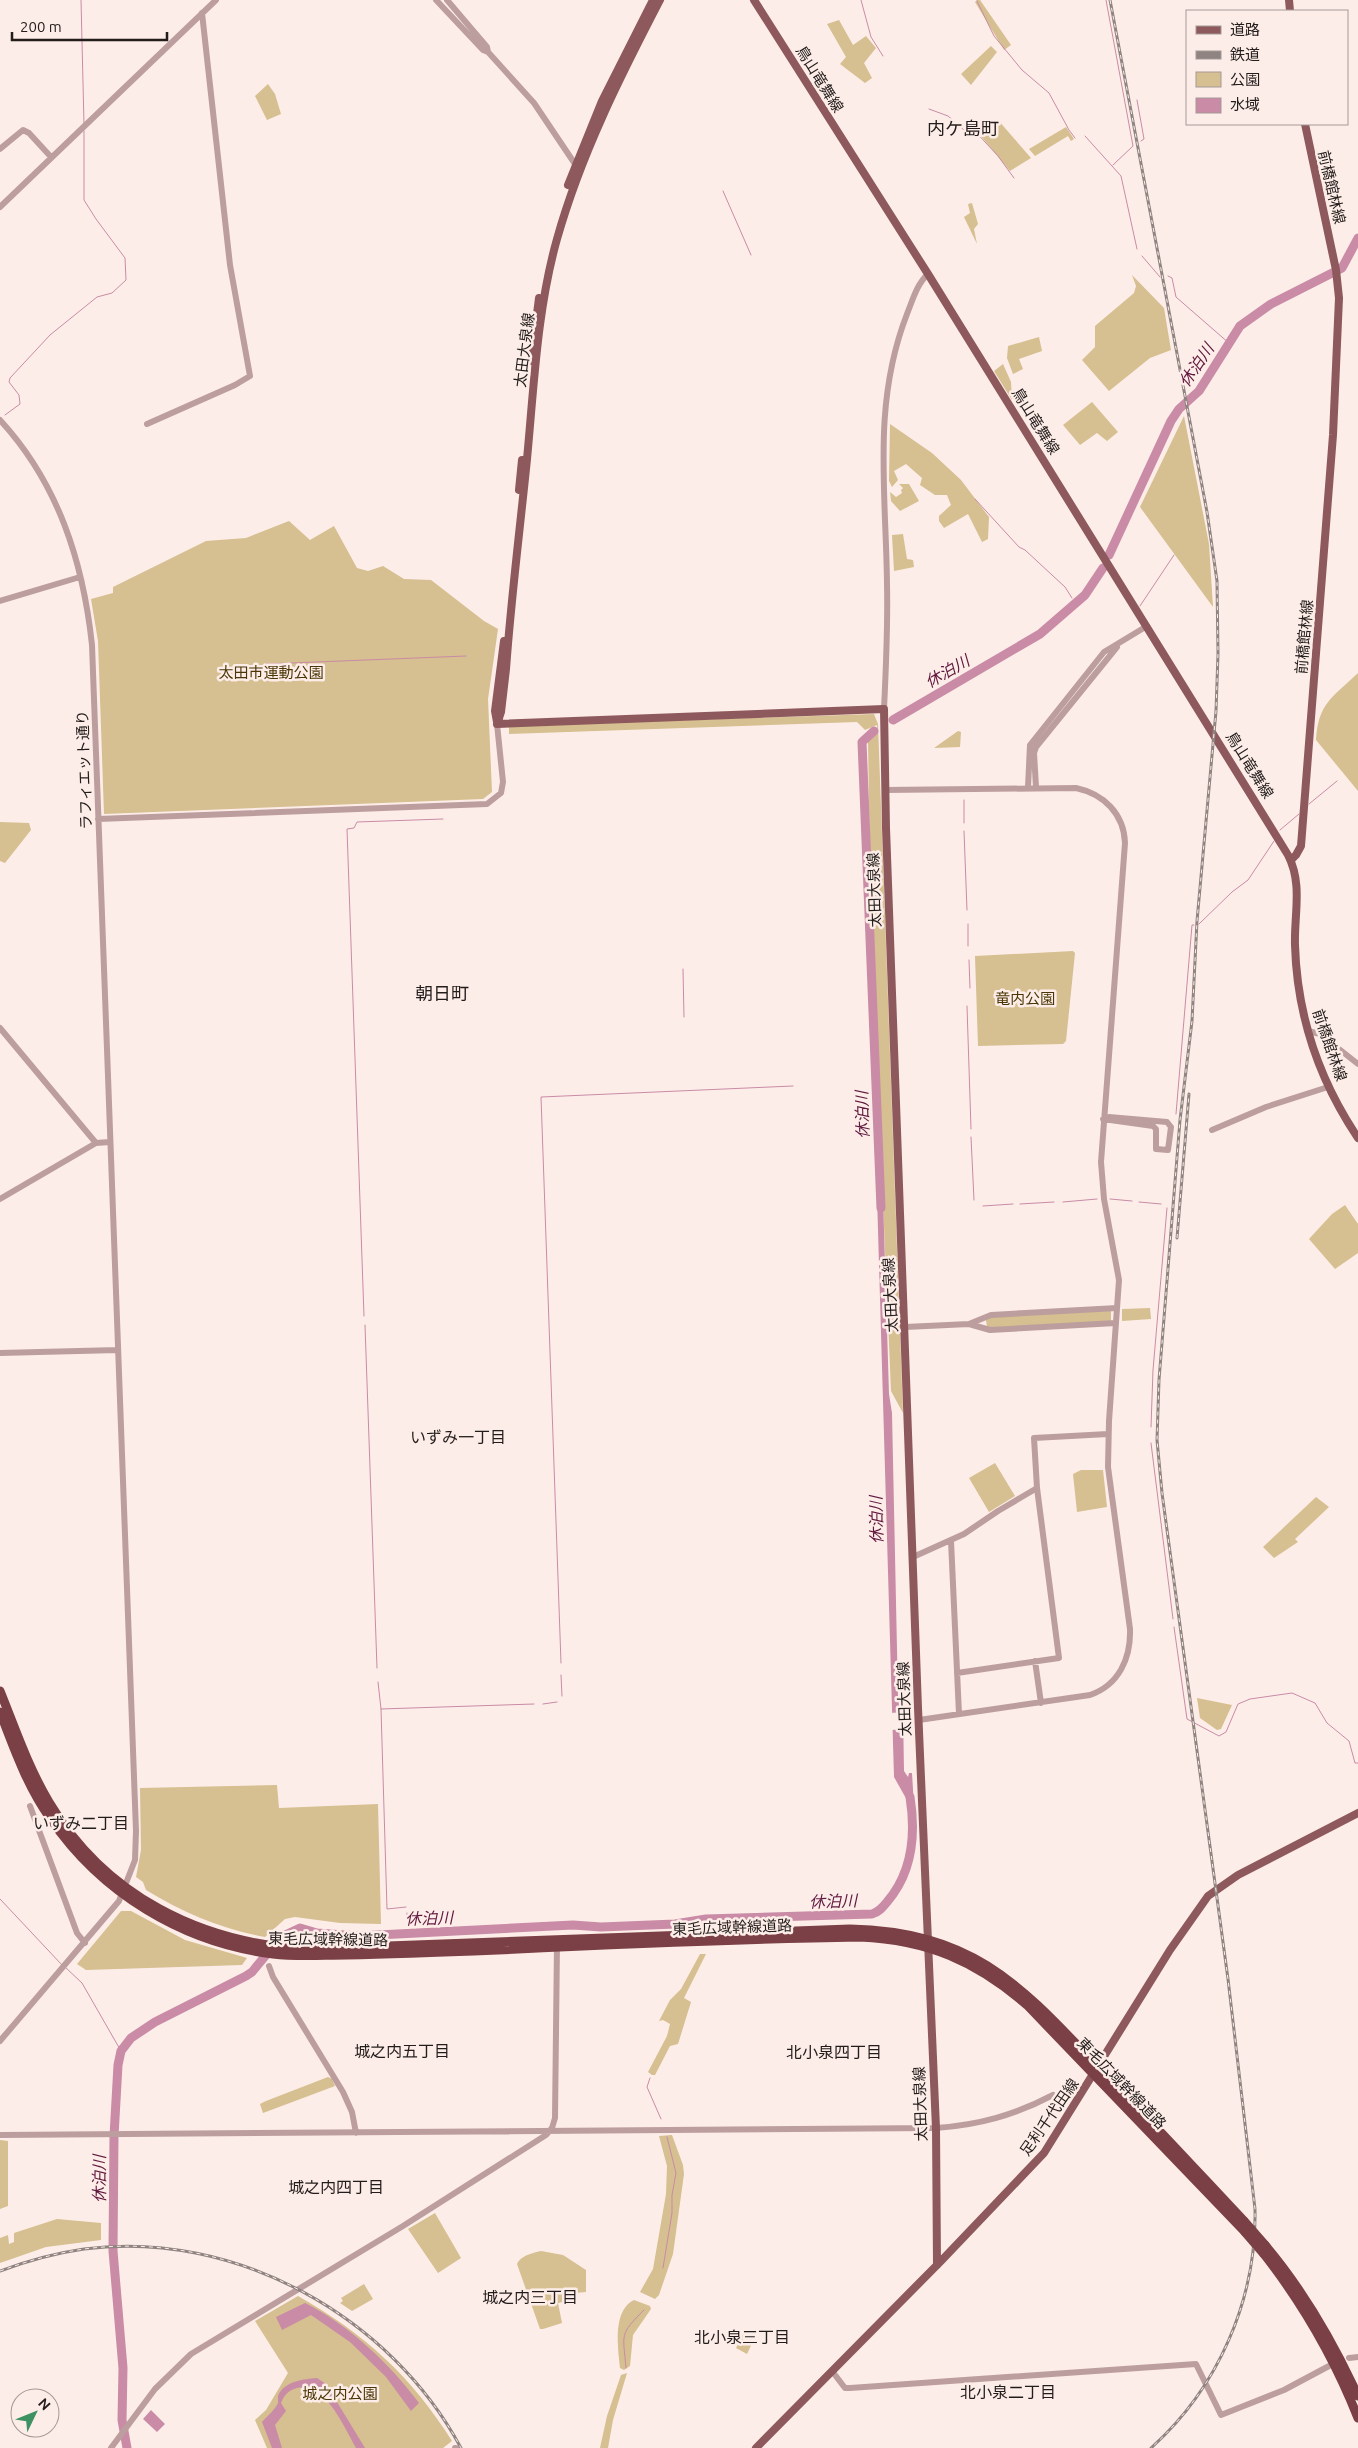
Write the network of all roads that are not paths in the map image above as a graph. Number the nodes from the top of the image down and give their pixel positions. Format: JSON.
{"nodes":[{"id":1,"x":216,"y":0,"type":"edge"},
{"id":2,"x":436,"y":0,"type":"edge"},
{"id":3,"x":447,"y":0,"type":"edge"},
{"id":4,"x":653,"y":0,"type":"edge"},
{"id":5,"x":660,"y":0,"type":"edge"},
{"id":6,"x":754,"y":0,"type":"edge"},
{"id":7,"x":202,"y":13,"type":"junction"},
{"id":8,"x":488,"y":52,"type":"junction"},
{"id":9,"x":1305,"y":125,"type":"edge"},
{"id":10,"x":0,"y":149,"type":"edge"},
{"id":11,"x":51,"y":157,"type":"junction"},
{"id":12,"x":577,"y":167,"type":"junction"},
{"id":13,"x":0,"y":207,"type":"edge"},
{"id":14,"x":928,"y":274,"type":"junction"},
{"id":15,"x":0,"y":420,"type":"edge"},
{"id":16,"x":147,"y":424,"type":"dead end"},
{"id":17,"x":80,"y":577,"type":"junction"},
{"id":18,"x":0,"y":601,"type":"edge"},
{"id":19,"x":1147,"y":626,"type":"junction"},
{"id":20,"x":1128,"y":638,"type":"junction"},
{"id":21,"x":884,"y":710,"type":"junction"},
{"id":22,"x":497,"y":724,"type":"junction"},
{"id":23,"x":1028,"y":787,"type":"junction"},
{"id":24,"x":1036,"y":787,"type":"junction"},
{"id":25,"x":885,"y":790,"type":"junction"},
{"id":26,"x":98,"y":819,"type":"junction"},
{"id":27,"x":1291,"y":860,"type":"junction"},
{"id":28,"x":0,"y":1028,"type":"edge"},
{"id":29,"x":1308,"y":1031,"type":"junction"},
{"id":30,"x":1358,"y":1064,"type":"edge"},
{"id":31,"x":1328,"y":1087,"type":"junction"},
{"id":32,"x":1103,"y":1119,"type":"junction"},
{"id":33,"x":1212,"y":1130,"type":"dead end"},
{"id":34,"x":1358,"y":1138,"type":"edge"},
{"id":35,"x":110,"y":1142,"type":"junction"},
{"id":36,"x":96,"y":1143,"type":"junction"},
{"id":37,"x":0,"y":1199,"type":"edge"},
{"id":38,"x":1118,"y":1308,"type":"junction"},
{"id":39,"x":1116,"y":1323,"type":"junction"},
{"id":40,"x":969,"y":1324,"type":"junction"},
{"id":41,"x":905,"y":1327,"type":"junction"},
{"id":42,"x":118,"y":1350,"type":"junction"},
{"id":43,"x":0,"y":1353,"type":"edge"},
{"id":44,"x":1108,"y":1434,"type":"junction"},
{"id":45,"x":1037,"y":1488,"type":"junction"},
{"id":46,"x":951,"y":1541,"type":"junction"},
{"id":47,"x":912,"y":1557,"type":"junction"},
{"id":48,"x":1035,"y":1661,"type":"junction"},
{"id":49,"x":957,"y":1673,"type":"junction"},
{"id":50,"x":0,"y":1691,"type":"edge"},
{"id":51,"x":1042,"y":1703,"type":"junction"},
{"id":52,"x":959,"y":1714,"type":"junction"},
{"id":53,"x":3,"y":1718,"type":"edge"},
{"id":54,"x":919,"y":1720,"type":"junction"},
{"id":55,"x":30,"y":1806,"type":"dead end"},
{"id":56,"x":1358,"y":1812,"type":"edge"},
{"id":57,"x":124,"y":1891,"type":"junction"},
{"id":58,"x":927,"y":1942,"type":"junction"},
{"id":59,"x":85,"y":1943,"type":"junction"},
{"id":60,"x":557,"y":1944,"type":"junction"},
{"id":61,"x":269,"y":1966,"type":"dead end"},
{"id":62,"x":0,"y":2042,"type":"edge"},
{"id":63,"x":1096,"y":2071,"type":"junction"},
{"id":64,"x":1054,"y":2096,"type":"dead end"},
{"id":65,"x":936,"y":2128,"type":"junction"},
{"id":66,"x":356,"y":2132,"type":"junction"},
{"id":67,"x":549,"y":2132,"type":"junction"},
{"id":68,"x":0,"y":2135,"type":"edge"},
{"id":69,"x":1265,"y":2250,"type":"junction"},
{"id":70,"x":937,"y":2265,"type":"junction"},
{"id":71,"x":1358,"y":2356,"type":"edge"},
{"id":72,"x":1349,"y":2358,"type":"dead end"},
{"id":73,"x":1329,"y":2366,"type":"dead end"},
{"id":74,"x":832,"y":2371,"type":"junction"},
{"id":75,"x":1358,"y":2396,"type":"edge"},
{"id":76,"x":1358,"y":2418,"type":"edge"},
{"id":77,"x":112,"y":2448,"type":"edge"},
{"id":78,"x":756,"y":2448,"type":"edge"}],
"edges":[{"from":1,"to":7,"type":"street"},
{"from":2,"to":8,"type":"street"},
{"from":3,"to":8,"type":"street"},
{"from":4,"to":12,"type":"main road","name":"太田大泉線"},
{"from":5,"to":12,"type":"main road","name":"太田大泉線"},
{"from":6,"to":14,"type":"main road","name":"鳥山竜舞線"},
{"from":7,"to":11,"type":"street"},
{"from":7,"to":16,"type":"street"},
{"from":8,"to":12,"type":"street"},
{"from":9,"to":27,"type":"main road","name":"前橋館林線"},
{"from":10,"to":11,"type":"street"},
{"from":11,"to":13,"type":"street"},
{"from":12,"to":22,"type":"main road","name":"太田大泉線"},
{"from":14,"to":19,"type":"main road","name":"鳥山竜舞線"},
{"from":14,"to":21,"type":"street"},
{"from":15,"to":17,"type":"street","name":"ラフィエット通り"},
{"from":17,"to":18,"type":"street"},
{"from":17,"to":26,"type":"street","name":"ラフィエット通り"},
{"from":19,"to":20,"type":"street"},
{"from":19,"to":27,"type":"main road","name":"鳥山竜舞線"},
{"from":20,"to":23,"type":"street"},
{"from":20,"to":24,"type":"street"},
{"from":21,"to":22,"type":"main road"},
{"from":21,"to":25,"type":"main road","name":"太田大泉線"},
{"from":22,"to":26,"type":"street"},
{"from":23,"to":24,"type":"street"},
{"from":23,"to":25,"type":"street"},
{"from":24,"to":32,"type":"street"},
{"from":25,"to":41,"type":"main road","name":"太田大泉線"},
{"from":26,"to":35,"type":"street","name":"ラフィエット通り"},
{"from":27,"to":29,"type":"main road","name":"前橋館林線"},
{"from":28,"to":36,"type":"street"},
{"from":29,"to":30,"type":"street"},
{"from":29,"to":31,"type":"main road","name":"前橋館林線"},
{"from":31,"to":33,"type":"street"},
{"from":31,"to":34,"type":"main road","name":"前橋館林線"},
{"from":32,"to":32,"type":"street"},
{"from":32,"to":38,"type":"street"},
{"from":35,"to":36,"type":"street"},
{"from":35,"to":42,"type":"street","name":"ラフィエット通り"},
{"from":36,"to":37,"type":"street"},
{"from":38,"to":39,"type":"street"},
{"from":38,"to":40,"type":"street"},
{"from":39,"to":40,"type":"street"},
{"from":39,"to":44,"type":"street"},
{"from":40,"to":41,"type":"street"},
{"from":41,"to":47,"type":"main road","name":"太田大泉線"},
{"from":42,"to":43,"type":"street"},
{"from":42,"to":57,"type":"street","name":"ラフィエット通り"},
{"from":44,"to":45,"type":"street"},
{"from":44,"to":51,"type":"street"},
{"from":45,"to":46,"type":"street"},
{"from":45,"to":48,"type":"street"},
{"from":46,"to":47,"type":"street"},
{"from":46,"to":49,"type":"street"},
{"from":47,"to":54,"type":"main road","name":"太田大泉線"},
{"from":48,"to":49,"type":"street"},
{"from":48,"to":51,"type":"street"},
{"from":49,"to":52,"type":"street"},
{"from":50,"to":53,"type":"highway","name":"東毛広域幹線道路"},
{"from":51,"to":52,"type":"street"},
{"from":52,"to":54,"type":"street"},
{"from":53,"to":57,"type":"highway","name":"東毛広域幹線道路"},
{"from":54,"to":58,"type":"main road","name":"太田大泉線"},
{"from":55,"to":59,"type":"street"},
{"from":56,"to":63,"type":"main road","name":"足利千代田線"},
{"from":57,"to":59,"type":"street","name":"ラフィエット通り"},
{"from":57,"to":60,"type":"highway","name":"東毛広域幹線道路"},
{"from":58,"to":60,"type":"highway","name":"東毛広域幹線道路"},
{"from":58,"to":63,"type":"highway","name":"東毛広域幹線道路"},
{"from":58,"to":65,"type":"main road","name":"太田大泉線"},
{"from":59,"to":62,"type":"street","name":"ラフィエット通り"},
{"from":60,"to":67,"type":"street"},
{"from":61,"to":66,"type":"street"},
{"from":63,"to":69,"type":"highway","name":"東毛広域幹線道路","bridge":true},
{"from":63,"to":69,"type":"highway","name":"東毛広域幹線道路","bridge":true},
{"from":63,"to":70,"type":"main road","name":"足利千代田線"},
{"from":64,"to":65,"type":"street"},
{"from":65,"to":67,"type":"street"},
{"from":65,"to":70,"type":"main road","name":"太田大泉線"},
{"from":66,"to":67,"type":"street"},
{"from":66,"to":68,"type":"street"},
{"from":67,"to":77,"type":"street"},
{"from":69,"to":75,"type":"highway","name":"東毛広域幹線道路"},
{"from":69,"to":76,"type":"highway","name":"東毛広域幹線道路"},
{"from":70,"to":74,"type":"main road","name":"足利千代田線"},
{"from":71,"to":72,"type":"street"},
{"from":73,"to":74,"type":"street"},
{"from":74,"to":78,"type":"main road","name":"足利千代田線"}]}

*****

> [Assignment]:
Copy each line above that contains the word "nodes".

> [Expected answer]:
Write the network of all roads that are not paths in the map image above as a graph. Number the nodes from the top of the image down and give their pixel positions. Format: JSON.
{"nodes":[{"id":1,"x":216,"y":0,"type":"edge"},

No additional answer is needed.